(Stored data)
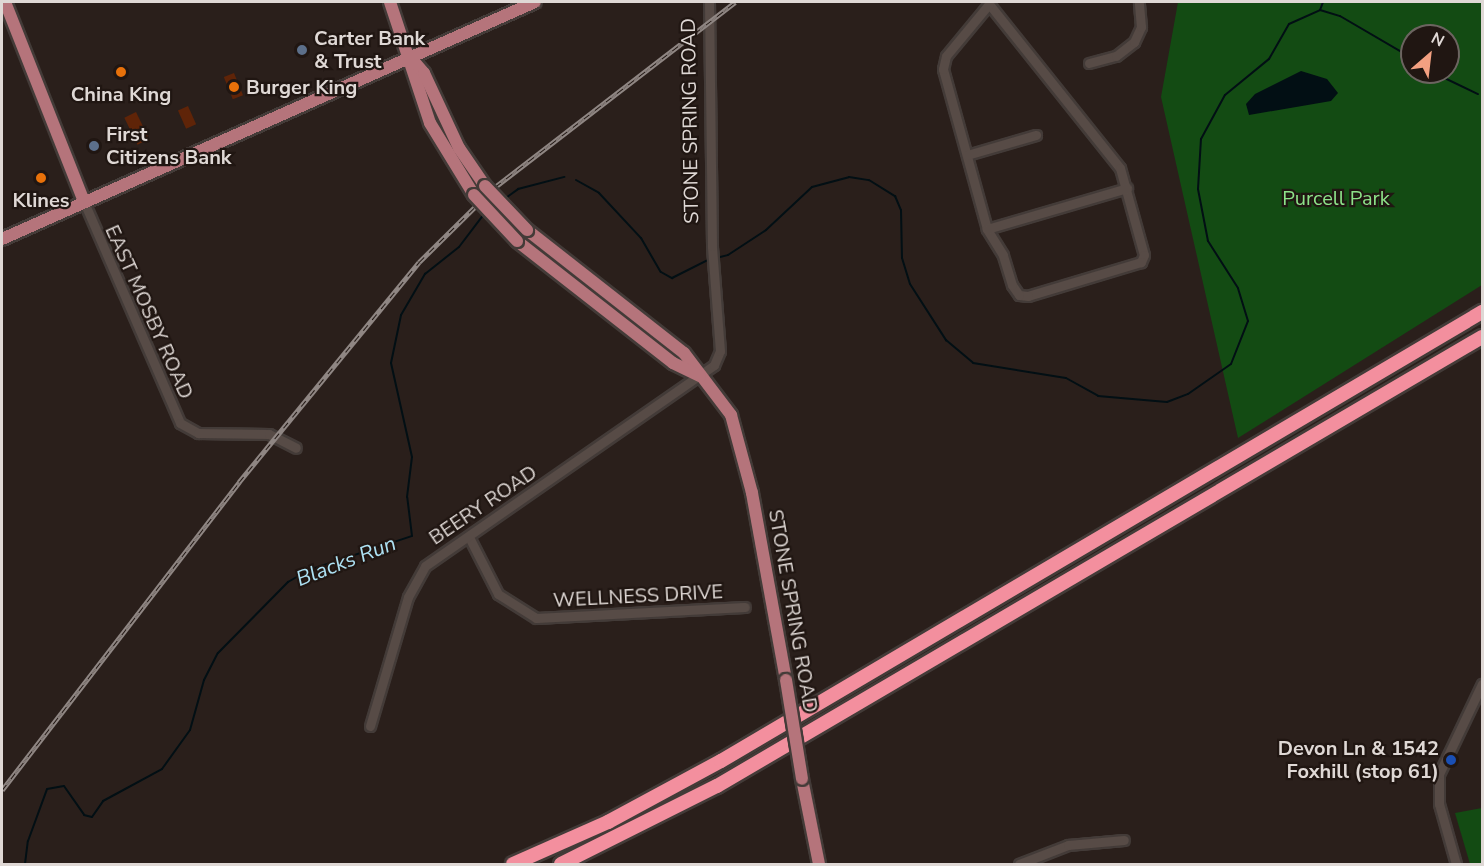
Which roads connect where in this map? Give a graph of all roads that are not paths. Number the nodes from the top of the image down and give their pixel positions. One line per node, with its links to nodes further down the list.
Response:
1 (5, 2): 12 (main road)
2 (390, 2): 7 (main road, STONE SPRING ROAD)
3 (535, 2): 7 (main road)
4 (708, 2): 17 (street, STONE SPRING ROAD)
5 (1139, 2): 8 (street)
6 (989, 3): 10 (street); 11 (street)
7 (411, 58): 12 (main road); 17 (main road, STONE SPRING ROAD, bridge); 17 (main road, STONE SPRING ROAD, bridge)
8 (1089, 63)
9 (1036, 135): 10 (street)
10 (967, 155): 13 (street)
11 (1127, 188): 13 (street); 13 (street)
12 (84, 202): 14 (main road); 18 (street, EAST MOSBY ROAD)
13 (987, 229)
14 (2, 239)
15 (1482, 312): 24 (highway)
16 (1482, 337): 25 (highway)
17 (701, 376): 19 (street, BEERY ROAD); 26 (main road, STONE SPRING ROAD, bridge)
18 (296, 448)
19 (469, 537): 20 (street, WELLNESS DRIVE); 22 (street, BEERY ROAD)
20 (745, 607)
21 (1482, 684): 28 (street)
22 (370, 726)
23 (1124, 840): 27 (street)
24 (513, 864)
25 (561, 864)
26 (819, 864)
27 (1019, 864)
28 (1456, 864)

Assignment ▸ Word for word, return the entries above, but without any pictures.

Result ▸
Which roads connect where in this map? Give a graph of all roads that are not paths. Number the nodes from the top of the image down and give their pixel positions. One line per node, with its links to nodes further down the list.
Response:
1 (5, 2): 12 (main road)
2 (390, 2): 7 (main road, STONE SPRING ROAD)
3 (535, 2): 7 (main road)
4 (708, 2): 17 (street, STONE SPRING ROAD)
5 (1139, 2): 8 (street)
6 (989, 3): 10 (street); 11 (street)
7 (411, 58): 12 (main road); 17 (main road, STONE SPRING ROAD, bridge); 17 (main road, STONE SPRING ROAD, bridge)
8 (1089, 63)
9 (1036, 135): 10 (street)
10 (967, 155): 13 (street)
11 (1127, 188): 13 (street); 13 (street)
12 (84, 202): 14 (main road); 18 (street, EAST MOSBY ROAD)
13 (987, 229)
14 (2, 239)
15 (1482, 312): 24 (highway)
16 (1482, 337): 25 (highway)
17 (701, 376): 19 (street, BEERY ROAD); 26 (main road, STONE SPRING ROAD, bridge)
18 (296, 448)
19 (469, 537): 20 (street, WELLNESS DRIVE); 22 (street, BEERY ROAD)
20 (745, 607)
21 (1482, 684): 28 (street)
22 (370, 726)
23 (1124, 840): 27 (street)
24 (513, 864)
25 (561, 864)
26 (819, 864)
27 (1019, 864)
28 (1456, 864)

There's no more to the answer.